### Assignment
Take each line from the material below that includes the string "page" and copy it.

====

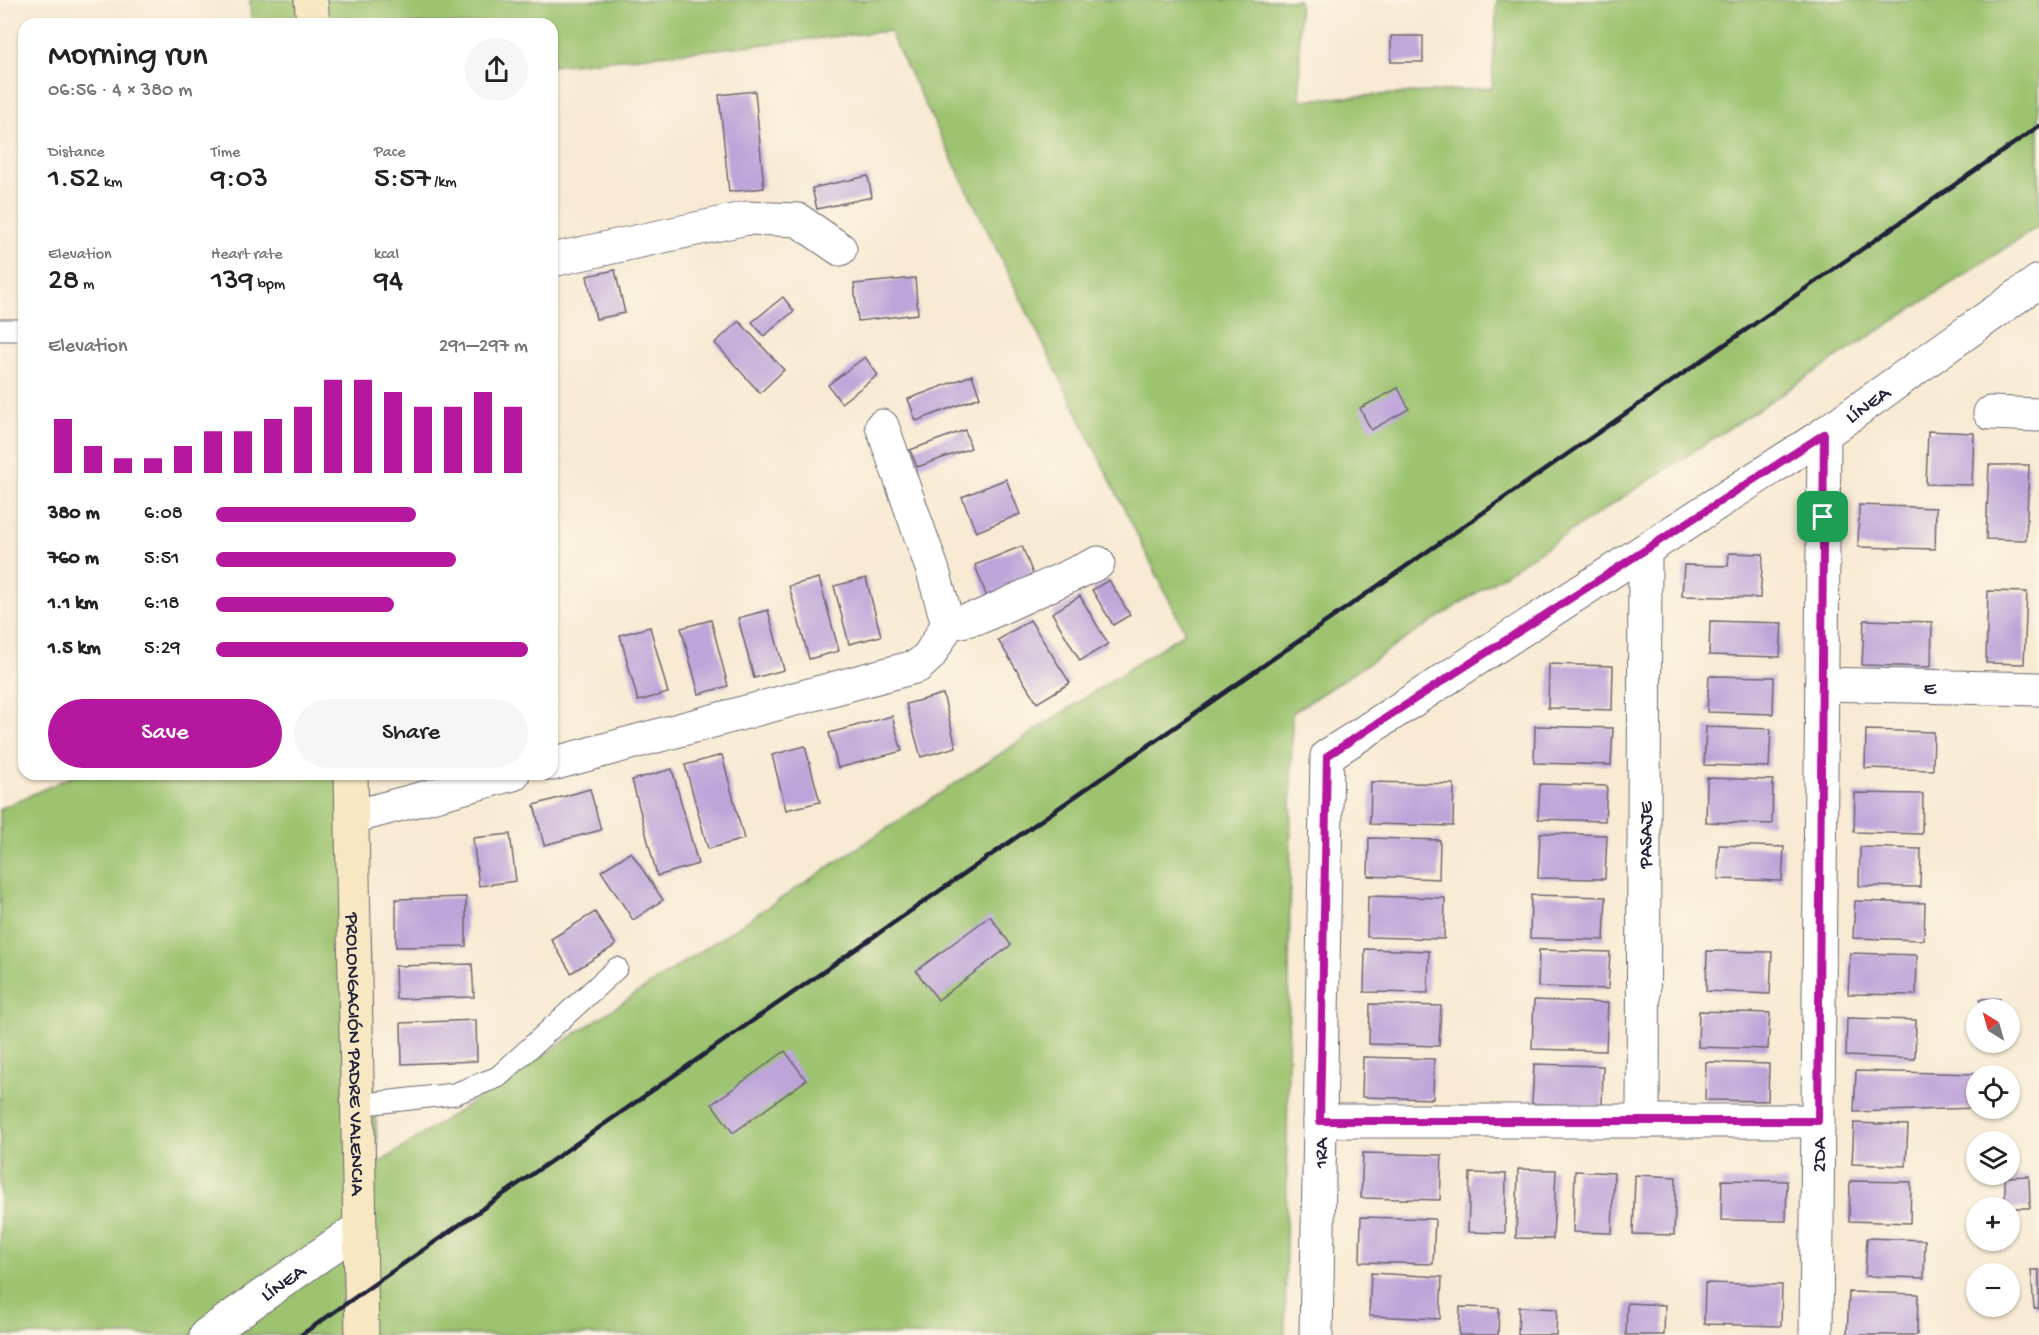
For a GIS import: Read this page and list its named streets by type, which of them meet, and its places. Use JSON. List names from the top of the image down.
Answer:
{
  "streets": {
    "street": [
      "LÍNEA",
      "E",
      "PASAJE",
      "PROLONGACIÓN PADRE VALENCIA",
      "1RA",
      "2DA"
    ]
  },
  "crossings": [
    ["LÍNEA", "PASAJE"],
    ["LÍNEA", "PROLONGACIÓN PADRE VALENCIA"],
    ["LÍNEA", "1RA"],
    ["LÍNEA", "2DA"],
    ["E", "2DA"]
  ],
  "north": "top left",
  "page": {
    "heading": ["Morning run", "06:56 · 4 × 380 m"],
    "stats": [
      ["Distance", "1.52 km"],
      ["Time", "9:03"],
      ["Pace", "5:57 /km"],
      ["Elevation", "28 m"],
      ["Heart rate", "139 bpm"],
      ["kcal", "94"]
    ],
    "chart": ["Elevation", "291–297 m"],
    "list": [
      {
        "name": "380 m",
        "note": "6:08"
      },
      {
        "name": "760 m",
        "note": "5:51"
      },
      {
        "name": "1.1 km",
        "note": "6:18"
      },
      {
        "name": "1.5 km",
        "note": "5:29"
      }
    ],
    "buttons": ["Save", "Share"],
    "map_buttons": ["+", "−"]
  }
}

====

### Result
For a GIS import: Read this page and list its named streets by type, which of them meet, and its places. Use JSON. List names from the top of the image down.
  "page": {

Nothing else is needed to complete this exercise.